Japan-VALS divides society into segments on the basis of two key consumer attributes: life orientation and attitudes to social change. Life orientation is simply what interests or animates a person the most—life, occupational duties, recreational interests. Japan-VALS identifies four primary life orientations: Traditional Ways, Occupations, Innovation, and Self-Expression. Each orientation provides a life theme around which activities, interests, and personal goals are woven.

Crosscutting the variety of life orientations, change attitudes stratify society into distinct layers, like overturned bowls nested one inside another. The change-leading segments are in the outermost layers of society; the change-resisting segments are at the center. Change diffuses from one layer to the next, primarily along the channels around different life orientations.

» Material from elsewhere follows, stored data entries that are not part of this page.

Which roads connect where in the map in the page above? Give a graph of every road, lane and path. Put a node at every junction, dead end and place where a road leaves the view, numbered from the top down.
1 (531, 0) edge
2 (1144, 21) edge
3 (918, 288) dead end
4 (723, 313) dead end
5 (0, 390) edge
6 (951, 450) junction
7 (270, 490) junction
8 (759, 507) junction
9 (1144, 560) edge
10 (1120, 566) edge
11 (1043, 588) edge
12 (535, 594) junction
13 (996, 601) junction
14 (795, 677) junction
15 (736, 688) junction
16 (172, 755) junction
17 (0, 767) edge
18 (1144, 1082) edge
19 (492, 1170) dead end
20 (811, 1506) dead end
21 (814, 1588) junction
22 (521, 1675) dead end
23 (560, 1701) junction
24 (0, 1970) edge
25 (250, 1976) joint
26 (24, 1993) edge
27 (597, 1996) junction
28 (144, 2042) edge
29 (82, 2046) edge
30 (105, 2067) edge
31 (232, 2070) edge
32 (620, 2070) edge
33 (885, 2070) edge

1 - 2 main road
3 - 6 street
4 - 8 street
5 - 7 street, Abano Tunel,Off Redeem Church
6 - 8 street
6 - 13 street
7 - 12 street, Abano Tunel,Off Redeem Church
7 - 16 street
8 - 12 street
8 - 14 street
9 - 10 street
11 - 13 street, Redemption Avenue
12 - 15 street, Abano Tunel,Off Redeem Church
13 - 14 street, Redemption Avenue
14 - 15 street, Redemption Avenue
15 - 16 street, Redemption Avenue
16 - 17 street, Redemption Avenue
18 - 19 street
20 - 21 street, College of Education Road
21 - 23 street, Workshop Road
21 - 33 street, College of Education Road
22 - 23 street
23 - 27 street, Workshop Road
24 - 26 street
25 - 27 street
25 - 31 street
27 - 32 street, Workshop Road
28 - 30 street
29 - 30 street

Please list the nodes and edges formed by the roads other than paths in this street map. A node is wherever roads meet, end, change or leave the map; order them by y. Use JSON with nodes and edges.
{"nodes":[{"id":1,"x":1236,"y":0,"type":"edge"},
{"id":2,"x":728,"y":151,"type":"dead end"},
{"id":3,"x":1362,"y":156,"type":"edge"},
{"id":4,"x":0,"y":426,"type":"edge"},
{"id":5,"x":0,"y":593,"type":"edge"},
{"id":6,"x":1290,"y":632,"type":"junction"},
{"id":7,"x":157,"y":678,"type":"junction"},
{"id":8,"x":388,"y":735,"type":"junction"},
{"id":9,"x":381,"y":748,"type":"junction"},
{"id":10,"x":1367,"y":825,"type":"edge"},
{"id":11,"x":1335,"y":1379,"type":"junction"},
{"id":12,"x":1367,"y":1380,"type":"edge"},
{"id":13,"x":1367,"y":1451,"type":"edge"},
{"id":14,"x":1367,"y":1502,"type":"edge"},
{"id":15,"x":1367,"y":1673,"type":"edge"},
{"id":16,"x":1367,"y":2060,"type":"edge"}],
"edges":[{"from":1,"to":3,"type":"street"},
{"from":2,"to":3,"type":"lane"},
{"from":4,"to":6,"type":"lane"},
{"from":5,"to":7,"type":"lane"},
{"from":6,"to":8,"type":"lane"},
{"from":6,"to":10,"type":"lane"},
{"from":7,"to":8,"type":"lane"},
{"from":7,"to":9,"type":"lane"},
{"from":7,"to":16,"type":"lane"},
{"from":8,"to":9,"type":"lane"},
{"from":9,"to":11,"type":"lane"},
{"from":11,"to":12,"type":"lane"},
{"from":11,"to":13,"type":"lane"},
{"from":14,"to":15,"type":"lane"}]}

Japan VALS Segmentation System



  • Integrators
  • Self Innovators
  • Self Adapters
  • Ryoshiki Innovators
  • Ryoshiki Adapters
  • Tradition Innovators
  • Tradition Adapters
  • High Pragmatics
  • Low Pragmatics
  • Sustainers

  • This design permits Japan-VALS to clarify the processes of social change and innovation diffusion in Japanese society. It also identifies the consumer segments at the core of most consumer markets:
    • Integrators (4% of population) are highest on the Japan-VALS measure of Innovation. These consumers are active, inquisitive, trend-leading, informed, and affluent. They travel frequently and consume a wide range of media-print and broadcast, niche, and foreign.

    • Self Innovators and Self Adapters (7% and 11% of population) score high on Self-Expression. These consumers desire personal experience, fashionable display, social activities, daring ideas, and exciting, graphic entertainment.

    • Ryoshiki Innovators and Ryoshiki Adapters (6% and 10% of population) score highest on Occupations. Education, career achievement, and professional knowledge are their personal focus, but home, family, and social status are their guiding concerns.

    • Tradition Innovators and Tradition Adapters (6% and 10% of population) score highest on the measure of Traditional Ways. These consumers adhere to traditional religions and customs, prefer long-familiar home furnishings and dress, and hold conservative social opinions.

    • High Pragmatics and Low Pragmatics (14% and 17% of population) do not score high on any life-orientation dimension. They are not very active and not well informed; they have few interests and seem flexible or even uncommitted in their lifestyle choices.

    • Sustainers (15% of population) score lowest on the Innovation and Self-Expression dimensions. Lacking money, youth, and high education, these consumers dislike innovation and are typically oriented to sustaining the past.